-- Records for this exercise follows --

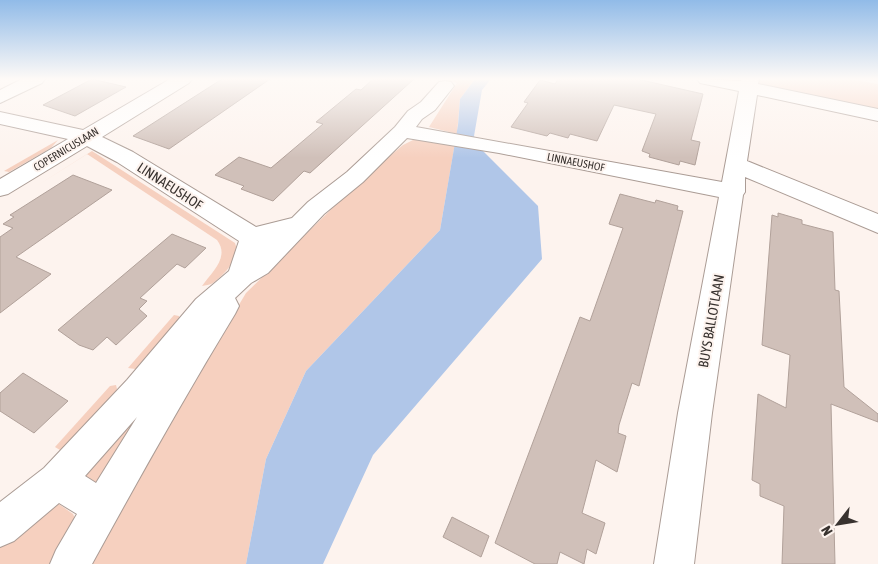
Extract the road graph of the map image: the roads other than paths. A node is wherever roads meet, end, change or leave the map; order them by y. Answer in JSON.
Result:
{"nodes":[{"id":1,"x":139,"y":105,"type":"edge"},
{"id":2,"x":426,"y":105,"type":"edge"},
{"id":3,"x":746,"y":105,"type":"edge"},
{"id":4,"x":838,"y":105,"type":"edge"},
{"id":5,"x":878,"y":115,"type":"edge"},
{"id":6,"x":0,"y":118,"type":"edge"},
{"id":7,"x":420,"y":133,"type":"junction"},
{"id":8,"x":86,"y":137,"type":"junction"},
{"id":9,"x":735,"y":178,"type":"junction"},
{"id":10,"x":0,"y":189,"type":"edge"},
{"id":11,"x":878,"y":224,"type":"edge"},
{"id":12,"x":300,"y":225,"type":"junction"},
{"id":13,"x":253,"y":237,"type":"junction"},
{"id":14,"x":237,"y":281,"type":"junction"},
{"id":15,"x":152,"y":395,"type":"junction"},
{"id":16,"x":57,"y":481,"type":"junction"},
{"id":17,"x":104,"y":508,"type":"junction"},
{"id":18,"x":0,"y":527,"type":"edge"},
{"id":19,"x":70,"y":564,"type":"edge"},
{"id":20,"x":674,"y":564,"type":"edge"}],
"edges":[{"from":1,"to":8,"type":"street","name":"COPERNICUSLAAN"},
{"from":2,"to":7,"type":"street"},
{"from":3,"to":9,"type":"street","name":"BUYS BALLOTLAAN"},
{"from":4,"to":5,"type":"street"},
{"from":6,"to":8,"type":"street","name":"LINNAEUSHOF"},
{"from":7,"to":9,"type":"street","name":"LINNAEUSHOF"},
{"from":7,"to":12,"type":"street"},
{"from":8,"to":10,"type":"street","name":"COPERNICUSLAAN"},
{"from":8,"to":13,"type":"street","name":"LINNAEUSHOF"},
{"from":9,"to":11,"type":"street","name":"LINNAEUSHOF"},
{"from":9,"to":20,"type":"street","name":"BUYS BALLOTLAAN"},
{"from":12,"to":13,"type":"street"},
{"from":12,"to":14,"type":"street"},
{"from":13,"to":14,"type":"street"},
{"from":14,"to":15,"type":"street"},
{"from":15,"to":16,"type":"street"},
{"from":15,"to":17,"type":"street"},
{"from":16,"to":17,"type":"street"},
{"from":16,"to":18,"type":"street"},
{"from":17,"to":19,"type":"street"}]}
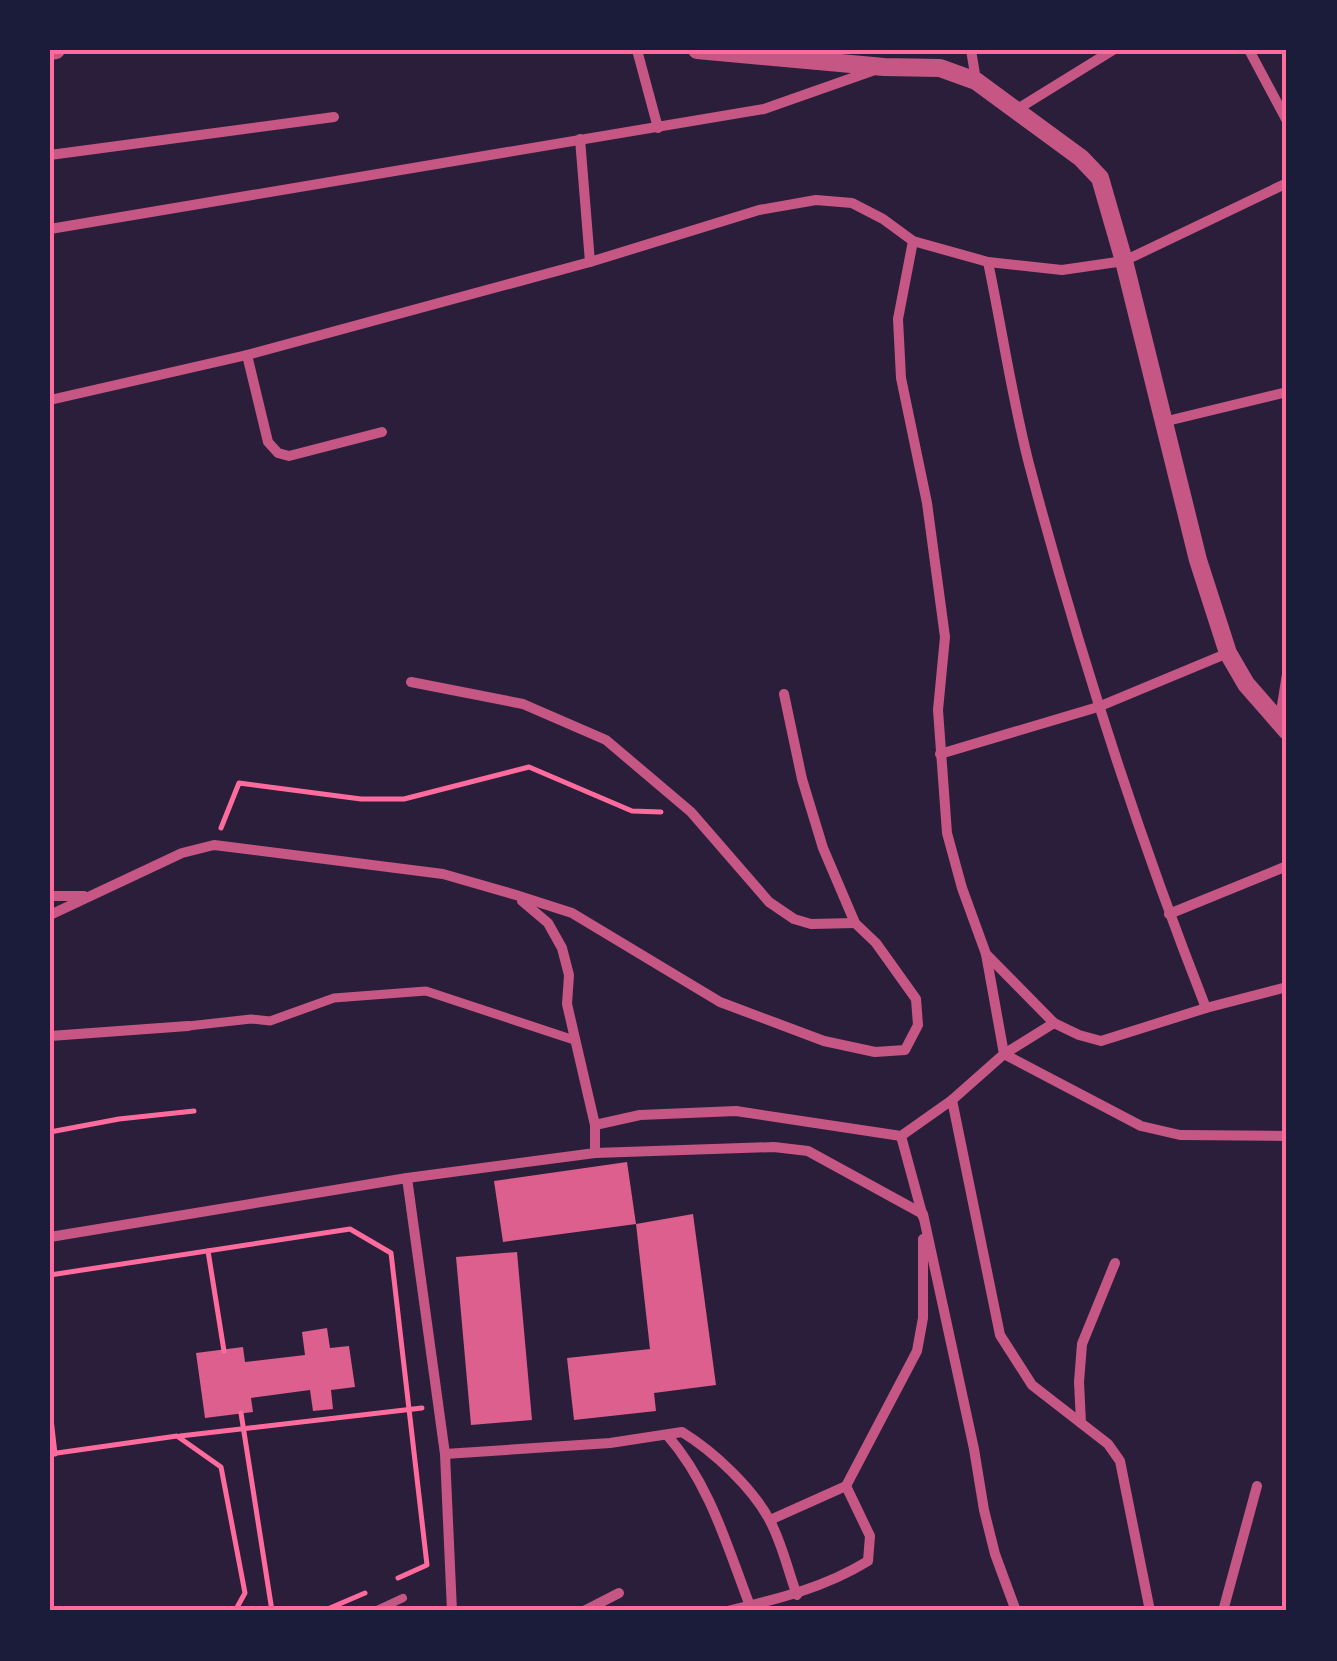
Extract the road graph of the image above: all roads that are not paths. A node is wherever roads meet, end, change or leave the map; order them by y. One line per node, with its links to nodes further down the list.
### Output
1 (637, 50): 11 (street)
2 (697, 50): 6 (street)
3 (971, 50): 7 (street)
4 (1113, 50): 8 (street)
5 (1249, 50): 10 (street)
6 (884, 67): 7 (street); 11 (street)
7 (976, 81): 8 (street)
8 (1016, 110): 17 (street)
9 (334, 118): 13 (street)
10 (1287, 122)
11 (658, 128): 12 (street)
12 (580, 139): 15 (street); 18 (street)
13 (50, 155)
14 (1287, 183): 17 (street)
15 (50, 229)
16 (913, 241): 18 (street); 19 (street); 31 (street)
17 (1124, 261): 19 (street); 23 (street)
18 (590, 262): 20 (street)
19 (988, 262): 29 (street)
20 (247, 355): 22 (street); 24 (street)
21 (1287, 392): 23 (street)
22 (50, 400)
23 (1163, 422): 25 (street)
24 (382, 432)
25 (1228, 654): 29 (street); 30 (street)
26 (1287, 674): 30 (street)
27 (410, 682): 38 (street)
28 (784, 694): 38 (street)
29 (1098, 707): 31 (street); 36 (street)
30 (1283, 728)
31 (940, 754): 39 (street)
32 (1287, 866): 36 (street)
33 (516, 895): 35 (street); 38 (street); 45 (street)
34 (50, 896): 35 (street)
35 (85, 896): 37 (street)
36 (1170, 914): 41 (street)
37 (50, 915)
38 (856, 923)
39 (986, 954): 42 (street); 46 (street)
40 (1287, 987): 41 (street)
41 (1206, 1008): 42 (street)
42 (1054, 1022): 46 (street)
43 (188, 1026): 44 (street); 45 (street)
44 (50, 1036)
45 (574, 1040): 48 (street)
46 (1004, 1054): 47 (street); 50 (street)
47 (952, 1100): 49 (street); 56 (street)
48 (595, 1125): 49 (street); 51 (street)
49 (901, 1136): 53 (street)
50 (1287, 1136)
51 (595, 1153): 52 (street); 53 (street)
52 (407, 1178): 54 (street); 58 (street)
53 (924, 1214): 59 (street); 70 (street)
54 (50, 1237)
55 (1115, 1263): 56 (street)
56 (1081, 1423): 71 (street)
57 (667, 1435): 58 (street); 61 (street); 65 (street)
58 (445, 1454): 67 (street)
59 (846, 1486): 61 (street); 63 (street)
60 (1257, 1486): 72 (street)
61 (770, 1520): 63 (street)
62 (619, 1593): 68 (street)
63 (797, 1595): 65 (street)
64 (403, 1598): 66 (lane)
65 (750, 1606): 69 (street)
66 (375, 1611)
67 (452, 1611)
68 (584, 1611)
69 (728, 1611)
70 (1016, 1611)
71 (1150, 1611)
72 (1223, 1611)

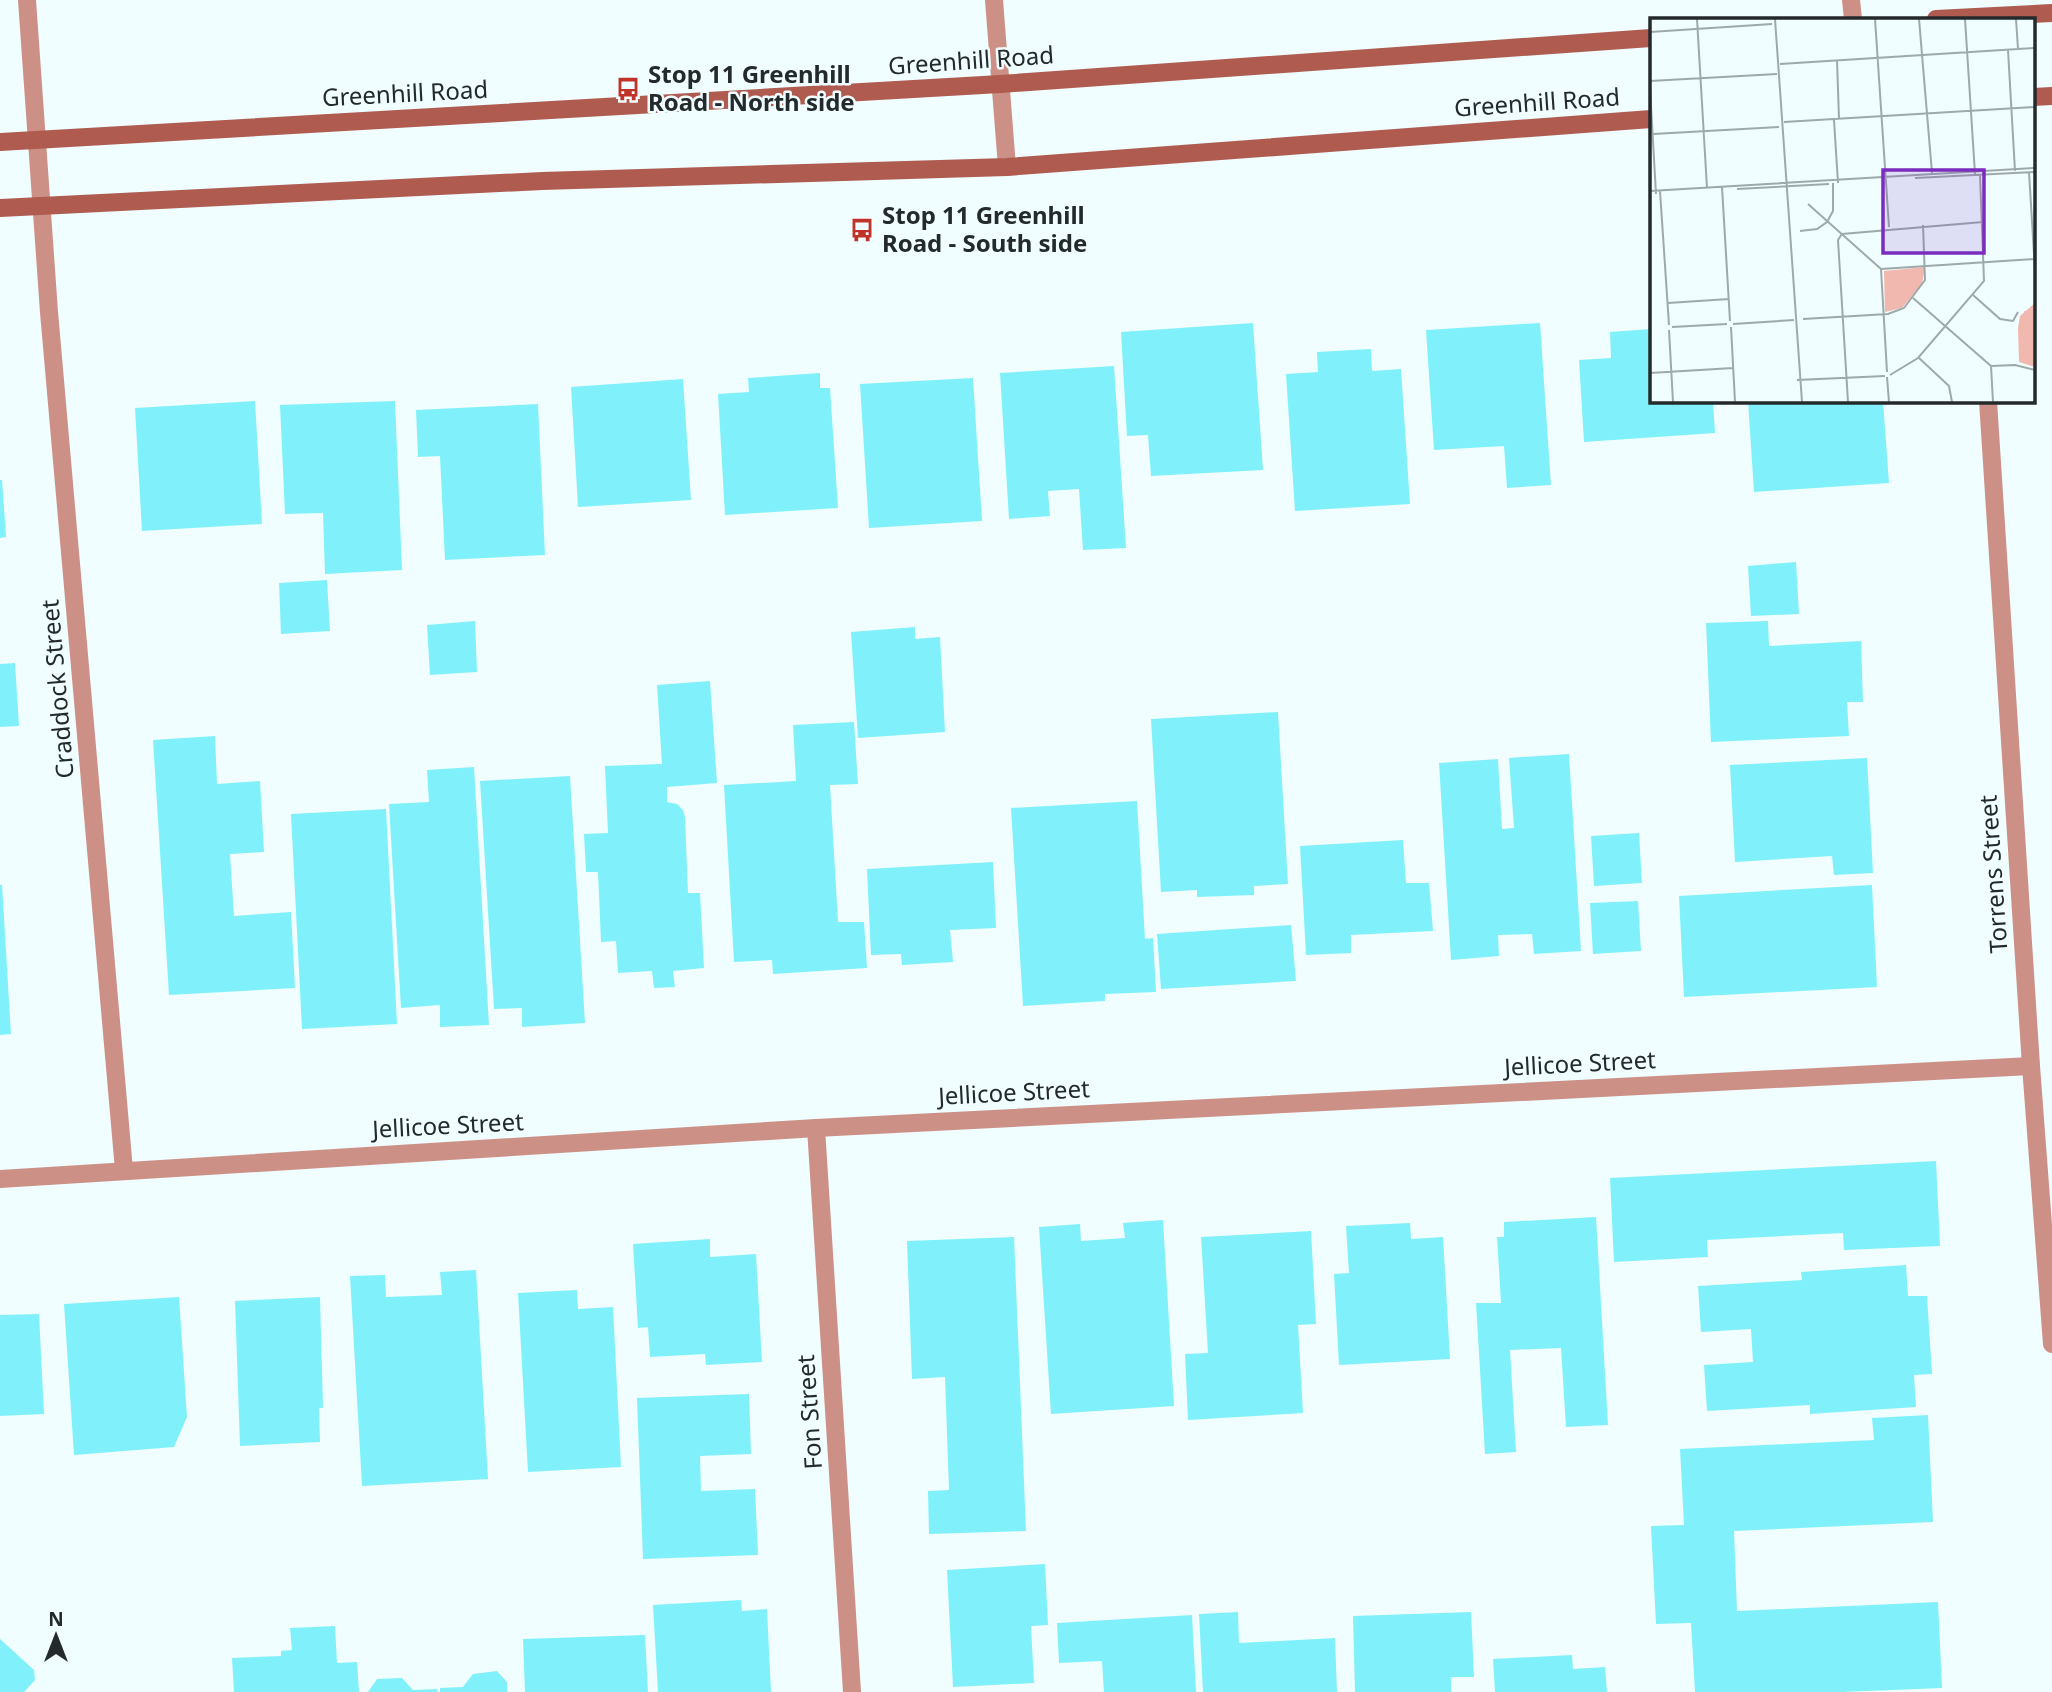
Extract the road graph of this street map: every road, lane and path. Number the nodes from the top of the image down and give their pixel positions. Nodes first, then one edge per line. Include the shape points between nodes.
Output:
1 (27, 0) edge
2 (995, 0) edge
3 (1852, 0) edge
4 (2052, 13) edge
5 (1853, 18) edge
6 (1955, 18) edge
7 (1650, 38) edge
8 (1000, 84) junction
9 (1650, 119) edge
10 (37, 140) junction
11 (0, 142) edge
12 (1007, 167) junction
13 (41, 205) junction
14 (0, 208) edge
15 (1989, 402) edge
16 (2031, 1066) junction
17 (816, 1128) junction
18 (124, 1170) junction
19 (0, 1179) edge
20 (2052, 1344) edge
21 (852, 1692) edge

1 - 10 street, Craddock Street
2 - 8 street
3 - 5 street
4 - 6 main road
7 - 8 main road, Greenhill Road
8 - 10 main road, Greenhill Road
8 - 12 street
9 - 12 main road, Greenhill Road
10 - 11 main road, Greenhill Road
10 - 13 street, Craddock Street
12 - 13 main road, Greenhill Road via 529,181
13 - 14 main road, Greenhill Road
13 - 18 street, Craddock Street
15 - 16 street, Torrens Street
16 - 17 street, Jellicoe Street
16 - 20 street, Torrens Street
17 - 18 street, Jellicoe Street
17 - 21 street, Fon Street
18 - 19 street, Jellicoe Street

-- Records for this exercise concluded --

In the records above, find each line that mentions the word "wherever", and copy it.

:: Task output ::
Extract the road graph of the map image: the roads other than paths. A node is wherever roads meet, end, change or leave the map; order them by y. Answer in JSON.
Extract the road graph of the image above: all roads that are not paths. A node is wherever roads meet, end, change or leave the map; order them by y. One line per node, with its links to nodes further down the list.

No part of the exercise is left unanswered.